Le texte déroule d'autres objectifs louables,
comme "fédérer les orthophonistes autour de valeurs communes" ou
"Accompagner l’évolution de la recherche en science clinique
orthophonique en lien avec la pratique de la discipline et
l’évolution de la clinique orthophonique". On ne peut qu'être d'accord
avec ces objectifs louables. Il y manque tout de même "Eradiquer la faim
dans le monde" ;-) Mais il est effectivement possible que le
master permette à la recherche en orthophonie d'évoluer et que la FNO
ait son mot à dire dans ce domaine. Le texte d'orientation contient
aussi tout un passage sur la prévention, voie d'avenir depuis 50 ans.
Plus
concrètement, le futur bureau cherchera à créer une "association
francophone pour une représentation européenne et internationale des
orthophonistes et logopèdes", parallèlement au CPLOL. "Il est nécessaire
de travailler à l’harmonisation des formations et des pratiques au sein
des pays francophones." Une harmonisation des cursus universitaires
serait un progrès. Le numerus clausus français, par exemple, n'a plus
aucune réalité concrète, quand tant de logopèdes français redécouvrent
chaque année les attraits de la Mère-Patrie. Reste à voir si la nouvelle
association fera entrer ce problème précis dans ses prérogatives.
Après
ces huit paragraphes, je vois d'ici certains d'entre vous qui se
rappellent le thème principal de ce blog et commencent à se demander si
je vais finir par évoquer le nerf de la guerre. Malheureusement, l'AMO
est cité une seule fois dans le texte d'orientation ! Dans une
parenthèse, de surcroît... Rassurez-vous, "La FNO accompagnera la mise
en œuvre d’autres modes de rémunération, en particulier dans le champ de
la santé publique, lorsque ceux-ci ne viennent pas se substituer à la
règle générale du paiement à l’acte." Donc le plus important (le tarif
dudit paiement à l'acte) restera un sujet mineur, et réciproquement.
Terminons
avec notre avenir à tous : la CARPIMKO. Dans ce domaine, le texte de la
FNO revendique le maintien d'avantages sociaux comme la retraite à taux
plein à 65 ans, malgré l'allongement de l'espérance de vie ; ou encore
la réduction des pénalités pour ceux qui n'auront pas cotisé assez
longtemps. D'autres prestations inédites seront revendiquées concernant
le régime invalidé-décès. Comment financer tout ceci ? Mystère. Mais ce
n'est pas grave, puisque ce sera "juste et équitable". Comme d'habitude,
il suffira de puiser dans la poche de ceux qui travaillent beaucoup,
puisqu'il est normal qu'ils se montrent solidaires envers ceux qui
gagnent moins.
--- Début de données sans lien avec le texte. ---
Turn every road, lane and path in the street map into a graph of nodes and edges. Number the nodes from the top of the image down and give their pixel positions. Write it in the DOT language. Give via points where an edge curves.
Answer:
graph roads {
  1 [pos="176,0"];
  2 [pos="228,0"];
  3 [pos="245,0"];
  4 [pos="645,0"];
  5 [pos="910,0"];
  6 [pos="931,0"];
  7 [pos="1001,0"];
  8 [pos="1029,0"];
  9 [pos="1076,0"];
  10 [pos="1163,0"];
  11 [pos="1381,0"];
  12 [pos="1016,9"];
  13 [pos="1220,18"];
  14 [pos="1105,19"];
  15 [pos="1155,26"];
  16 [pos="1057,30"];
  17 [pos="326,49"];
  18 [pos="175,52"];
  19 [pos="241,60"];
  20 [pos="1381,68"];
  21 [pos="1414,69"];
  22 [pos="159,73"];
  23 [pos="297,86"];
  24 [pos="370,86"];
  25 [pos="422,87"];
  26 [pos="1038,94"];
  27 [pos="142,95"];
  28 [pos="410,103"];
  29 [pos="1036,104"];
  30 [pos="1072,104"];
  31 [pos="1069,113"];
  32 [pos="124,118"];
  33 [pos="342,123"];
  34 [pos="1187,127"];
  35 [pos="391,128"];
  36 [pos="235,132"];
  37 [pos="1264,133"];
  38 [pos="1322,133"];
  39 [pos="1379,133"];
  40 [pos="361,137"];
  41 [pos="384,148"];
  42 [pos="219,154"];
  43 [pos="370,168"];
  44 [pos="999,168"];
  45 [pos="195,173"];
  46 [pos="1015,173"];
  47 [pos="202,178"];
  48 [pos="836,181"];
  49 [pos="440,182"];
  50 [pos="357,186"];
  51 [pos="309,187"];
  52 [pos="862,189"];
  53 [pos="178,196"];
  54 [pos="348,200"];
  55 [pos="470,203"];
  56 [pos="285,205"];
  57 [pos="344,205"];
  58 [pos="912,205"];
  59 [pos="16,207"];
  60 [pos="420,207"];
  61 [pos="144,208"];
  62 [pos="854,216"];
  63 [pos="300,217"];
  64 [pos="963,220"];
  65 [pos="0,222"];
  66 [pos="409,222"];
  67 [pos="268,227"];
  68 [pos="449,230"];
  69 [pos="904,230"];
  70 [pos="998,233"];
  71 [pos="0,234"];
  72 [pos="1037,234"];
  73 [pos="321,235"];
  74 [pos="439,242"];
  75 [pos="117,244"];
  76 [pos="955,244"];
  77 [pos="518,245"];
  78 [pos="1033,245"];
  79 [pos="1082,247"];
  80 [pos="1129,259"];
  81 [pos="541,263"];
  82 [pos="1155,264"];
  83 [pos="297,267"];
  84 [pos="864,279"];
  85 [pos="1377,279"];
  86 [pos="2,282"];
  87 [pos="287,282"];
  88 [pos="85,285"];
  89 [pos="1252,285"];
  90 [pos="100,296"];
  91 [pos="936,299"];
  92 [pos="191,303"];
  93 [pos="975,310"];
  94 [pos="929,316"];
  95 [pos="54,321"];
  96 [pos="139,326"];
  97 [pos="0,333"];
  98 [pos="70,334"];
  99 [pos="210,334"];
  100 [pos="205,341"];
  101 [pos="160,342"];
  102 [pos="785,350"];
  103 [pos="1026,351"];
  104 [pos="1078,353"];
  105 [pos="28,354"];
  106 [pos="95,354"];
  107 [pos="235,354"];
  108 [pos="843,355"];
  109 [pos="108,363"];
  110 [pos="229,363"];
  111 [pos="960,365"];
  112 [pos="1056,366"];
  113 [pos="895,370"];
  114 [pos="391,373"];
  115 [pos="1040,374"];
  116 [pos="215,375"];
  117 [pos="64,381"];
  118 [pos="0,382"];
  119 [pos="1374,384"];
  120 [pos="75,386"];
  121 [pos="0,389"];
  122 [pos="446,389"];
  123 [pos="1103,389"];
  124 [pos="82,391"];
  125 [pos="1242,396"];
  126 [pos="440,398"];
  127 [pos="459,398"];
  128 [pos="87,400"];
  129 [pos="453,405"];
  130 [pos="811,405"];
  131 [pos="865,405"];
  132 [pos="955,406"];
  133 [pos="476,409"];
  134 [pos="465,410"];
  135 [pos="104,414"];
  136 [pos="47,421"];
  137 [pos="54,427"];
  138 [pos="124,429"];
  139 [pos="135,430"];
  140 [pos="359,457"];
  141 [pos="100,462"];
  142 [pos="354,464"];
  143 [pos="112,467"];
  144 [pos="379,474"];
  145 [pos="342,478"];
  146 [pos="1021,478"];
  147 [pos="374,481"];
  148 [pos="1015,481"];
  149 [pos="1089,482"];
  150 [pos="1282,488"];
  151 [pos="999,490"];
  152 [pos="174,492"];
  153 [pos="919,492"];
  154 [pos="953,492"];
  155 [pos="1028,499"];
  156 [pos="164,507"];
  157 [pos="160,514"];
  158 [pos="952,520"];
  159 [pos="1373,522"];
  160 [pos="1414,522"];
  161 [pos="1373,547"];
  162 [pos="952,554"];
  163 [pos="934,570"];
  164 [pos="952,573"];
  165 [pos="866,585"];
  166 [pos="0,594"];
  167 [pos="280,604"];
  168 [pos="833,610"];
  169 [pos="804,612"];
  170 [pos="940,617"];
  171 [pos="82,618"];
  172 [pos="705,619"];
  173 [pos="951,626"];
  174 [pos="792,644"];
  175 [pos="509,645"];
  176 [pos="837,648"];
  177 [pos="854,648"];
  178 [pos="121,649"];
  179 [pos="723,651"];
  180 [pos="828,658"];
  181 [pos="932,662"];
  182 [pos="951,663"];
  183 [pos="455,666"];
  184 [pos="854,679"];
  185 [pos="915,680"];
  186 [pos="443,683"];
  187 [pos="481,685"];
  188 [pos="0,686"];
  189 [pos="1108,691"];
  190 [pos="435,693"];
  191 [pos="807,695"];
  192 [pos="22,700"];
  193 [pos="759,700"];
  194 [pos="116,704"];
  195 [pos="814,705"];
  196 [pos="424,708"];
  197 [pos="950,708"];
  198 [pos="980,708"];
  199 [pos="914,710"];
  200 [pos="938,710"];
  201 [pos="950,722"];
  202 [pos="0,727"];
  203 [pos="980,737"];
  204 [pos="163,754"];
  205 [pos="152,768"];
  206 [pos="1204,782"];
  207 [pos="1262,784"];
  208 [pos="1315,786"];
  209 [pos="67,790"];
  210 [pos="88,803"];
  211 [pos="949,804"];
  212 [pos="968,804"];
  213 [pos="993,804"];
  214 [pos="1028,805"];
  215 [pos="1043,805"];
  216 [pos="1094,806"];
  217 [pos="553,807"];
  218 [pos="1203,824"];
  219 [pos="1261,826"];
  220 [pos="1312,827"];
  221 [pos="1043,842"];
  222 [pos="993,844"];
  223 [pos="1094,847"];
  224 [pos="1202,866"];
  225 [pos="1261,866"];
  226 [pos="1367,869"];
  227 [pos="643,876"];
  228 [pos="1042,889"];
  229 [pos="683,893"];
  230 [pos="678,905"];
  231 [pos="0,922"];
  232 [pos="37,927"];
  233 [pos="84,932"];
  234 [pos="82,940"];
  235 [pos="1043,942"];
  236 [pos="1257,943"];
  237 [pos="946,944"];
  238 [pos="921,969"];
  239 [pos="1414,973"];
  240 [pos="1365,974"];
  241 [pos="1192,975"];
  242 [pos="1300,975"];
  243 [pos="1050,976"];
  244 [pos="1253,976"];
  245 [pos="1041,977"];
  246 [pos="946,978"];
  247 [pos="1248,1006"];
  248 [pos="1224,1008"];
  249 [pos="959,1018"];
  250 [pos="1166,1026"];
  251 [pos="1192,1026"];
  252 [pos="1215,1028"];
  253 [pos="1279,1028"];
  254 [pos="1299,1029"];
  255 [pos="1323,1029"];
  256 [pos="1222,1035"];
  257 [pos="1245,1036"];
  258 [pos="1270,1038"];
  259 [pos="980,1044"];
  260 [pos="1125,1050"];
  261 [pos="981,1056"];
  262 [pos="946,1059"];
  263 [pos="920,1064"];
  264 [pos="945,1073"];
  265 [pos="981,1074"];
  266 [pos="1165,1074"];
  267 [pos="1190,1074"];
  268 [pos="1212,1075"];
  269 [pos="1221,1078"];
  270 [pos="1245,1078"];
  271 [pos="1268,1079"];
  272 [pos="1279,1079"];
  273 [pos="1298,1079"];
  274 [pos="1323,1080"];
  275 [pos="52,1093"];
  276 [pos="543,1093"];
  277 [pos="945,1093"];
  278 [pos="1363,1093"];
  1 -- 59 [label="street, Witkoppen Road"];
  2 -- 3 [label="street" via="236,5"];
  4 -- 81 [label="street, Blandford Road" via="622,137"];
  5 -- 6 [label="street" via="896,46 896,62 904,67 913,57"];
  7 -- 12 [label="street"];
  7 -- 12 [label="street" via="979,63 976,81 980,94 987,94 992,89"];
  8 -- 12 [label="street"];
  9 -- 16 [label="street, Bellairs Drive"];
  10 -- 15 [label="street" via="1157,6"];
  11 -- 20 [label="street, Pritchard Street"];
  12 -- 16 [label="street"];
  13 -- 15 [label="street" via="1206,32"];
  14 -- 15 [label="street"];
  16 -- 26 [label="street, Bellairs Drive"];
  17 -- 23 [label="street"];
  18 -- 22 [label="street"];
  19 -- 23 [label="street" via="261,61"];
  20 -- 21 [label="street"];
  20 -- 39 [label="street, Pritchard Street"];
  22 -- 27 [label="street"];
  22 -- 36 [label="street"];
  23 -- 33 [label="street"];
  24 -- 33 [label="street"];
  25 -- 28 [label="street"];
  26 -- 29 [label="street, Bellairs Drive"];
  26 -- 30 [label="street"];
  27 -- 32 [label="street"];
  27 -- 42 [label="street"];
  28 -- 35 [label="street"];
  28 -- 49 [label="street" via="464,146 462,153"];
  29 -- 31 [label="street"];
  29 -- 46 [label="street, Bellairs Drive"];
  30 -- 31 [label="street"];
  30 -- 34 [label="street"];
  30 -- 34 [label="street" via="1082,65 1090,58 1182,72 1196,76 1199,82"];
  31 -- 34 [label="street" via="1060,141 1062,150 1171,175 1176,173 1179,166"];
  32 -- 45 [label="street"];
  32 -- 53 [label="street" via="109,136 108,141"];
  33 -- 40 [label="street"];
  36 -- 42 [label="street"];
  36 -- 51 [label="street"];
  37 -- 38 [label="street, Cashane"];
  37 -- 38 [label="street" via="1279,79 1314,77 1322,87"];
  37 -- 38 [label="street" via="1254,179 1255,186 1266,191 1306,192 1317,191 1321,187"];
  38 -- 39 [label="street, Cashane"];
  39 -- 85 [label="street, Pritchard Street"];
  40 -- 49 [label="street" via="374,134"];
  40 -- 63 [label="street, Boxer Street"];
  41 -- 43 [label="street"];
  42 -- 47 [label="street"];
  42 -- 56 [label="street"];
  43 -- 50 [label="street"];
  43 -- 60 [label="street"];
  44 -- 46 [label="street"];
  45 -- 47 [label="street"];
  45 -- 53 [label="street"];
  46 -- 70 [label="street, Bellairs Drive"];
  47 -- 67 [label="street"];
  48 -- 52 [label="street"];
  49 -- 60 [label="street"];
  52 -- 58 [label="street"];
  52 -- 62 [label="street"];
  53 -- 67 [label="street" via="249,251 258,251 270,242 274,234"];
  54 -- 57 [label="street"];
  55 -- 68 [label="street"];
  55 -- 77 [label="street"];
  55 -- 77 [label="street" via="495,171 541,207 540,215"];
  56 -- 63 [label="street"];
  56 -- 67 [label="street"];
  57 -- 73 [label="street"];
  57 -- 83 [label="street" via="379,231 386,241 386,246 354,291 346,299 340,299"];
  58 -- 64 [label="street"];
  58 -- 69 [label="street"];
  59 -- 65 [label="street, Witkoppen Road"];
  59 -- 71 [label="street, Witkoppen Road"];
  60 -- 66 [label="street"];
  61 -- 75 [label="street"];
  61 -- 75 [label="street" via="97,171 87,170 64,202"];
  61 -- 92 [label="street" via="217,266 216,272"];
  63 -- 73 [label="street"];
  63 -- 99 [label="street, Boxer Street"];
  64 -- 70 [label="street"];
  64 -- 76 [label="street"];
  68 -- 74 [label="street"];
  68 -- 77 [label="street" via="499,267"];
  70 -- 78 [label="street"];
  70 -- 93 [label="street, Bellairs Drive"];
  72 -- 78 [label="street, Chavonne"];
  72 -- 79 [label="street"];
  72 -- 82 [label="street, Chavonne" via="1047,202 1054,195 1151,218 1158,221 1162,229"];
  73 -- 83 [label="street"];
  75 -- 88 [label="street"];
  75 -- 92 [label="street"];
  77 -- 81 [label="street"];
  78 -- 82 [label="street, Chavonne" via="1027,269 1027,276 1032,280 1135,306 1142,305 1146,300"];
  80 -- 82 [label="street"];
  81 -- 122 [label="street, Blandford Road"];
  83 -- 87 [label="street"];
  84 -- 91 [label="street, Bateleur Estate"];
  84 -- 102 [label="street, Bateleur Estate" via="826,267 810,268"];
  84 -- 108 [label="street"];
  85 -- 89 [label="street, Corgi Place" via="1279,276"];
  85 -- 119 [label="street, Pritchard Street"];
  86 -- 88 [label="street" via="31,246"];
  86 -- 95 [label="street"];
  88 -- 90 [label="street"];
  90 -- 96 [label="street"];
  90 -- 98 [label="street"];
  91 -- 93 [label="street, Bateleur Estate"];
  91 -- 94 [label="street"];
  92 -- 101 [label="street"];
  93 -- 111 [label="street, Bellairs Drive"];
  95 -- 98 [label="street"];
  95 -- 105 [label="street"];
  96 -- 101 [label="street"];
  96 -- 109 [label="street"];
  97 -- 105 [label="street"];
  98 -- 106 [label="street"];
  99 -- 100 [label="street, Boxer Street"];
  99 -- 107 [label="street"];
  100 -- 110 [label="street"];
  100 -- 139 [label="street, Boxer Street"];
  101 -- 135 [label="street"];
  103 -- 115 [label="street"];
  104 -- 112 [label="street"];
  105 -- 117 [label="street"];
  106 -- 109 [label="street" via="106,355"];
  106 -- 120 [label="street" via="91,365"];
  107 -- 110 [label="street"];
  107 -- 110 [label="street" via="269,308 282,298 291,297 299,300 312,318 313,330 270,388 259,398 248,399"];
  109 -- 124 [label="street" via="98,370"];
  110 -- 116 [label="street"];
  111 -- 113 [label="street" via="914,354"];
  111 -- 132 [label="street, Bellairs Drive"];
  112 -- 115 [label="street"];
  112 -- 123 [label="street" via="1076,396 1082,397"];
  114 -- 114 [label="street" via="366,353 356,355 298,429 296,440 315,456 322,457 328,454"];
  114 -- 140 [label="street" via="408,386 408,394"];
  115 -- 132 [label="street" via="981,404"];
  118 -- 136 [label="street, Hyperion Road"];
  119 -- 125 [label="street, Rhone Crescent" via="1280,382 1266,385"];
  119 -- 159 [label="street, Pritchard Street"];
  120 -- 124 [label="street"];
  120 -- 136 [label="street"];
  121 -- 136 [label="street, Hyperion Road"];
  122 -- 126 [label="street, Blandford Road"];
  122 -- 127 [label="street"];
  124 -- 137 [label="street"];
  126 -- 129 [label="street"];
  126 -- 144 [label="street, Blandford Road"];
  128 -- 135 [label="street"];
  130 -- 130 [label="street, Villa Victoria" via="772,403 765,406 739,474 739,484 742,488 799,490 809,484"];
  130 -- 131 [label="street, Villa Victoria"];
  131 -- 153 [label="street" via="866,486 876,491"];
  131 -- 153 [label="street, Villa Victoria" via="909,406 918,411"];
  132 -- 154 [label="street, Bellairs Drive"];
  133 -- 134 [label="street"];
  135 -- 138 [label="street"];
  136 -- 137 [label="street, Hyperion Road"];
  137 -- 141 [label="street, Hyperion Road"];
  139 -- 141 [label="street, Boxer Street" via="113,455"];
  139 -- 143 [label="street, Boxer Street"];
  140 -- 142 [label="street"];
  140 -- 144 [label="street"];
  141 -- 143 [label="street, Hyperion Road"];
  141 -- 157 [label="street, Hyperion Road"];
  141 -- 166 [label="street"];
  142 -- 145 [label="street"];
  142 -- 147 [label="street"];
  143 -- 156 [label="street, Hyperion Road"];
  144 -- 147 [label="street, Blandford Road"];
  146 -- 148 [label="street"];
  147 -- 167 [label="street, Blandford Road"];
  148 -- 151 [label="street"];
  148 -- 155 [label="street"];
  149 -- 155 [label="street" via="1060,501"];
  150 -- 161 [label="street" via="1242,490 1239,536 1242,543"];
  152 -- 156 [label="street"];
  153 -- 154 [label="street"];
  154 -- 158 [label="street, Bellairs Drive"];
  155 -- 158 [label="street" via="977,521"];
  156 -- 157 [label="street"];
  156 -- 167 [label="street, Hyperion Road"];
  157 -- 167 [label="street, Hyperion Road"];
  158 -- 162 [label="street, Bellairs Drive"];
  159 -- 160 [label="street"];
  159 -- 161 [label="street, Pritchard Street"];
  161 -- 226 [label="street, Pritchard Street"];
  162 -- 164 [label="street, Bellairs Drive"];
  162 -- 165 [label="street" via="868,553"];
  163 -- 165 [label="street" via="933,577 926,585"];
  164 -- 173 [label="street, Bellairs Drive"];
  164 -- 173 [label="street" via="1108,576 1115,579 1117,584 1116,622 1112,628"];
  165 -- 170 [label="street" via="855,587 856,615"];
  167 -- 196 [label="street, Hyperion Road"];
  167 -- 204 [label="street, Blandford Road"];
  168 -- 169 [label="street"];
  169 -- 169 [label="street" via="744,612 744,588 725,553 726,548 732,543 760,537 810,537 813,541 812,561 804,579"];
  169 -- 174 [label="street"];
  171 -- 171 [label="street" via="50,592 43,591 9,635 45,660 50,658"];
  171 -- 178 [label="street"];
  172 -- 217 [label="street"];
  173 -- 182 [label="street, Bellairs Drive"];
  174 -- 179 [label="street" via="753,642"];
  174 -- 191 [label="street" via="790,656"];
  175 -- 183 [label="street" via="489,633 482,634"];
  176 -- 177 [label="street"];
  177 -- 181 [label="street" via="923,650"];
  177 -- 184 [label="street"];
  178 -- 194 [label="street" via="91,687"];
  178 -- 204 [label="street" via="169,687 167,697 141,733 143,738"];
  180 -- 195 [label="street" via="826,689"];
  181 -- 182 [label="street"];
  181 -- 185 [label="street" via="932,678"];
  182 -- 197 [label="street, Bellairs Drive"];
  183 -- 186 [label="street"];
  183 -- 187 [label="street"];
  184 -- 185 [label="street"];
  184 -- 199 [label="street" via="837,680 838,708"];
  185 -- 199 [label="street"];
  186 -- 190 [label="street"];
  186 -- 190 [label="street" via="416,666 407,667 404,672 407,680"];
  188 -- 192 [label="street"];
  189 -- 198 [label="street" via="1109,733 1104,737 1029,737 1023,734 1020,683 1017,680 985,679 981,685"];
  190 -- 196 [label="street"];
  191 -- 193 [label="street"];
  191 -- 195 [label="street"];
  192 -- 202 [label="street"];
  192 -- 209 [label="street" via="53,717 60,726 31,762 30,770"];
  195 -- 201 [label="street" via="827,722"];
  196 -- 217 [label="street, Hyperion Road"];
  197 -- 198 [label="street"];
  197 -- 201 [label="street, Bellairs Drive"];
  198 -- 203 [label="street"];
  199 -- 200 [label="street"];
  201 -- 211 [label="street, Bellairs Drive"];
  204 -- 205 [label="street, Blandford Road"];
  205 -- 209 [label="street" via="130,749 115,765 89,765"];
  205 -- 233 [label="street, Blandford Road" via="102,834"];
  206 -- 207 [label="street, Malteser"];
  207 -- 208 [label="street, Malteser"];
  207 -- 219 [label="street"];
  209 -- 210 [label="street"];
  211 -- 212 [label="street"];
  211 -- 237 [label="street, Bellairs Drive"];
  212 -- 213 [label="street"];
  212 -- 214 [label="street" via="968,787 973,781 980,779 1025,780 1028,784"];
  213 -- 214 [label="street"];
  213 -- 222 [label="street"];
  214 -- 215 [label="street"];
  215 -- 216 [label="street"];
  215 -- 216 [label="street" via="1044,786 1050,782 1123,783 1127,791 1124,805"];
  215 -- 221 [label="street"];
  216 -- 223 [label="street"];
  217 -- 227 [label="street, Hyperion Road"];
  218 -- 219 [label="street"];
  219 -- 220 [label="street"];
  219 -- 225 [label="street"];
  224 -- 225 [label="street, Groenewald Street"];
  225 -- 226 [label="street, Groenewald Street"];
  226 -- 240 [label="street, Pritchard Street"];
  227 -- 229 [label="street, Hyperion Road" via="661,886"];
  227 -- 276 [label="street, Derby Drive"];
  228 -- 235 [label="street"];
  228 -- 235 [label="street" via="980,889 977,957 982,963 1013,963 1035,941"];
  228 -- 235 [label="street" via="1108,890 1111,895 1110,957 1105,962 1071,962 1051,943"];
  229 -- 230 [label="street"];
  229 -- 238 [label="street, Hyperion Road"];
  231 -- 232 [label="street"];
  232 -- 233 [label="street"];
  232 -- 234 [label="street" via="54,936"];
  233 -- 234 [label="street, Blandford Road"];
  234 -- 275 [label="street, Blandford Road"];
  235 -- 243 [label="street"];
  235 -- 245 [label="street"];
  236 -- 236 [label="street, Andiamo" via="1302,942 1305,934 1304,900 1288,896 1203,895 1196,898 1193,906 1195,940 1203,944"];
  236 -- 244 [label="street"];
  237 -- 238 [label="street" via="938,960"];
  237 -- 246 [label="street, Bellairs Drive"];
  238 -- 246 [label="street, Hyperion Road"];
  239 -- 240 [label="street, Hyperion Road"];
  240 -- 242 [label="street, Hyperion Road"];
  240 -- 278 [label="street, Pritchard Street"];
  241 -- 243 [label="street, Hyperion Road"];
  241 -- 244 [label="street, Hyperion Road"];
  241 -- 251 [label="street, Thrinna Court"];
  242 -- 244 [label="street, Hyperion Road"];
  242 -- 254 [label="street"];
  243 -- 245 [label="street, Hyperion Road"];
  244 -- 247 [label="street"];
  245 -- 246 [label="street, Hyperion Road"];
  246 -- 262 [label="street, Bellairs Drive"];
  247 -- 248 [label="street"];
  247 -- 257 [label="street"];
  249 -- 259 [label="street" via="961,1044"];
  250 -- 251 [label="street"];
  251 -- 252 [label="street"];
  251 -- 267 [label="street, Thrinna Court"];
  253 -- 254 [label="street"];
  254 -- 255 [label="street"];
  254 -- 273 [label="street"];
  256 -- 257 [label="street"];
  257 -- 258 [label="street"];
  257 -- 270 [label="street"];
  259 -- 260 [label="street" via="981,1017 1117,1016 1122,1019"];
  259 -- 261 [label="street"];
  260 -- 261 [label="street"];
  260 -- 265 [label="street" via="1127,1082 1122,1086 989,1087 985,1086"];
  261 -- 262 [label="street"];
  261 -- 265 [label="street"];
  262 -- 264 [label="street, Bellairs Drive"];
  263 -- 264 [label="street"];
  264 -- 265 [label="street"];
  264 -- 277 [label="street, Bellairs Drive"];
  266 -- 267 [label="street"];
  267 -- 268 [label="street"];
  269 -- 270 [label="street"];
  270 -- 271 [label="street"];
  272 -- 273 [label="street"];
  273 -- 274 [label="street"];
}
On retrouve là une rhétorique et une terminologie
politiquement connotées, qui ne sont pas sans rappeler le document
d'orientation du 50ème congrès de la CGT. A la FNO comme dans les
syndicats d'inspiration marxiste, un barbier rase gratis (version épicène chère aux influent-e-s FEMEN-e-s de la FNO : un-e esthéticien-ne épile gratis).
Souhaitons
un franc succès à la nouvelle équipe, puique ce serait aussi le nôtre.
Et bon congrès à tous ceux qui s'y rendront cette semaine.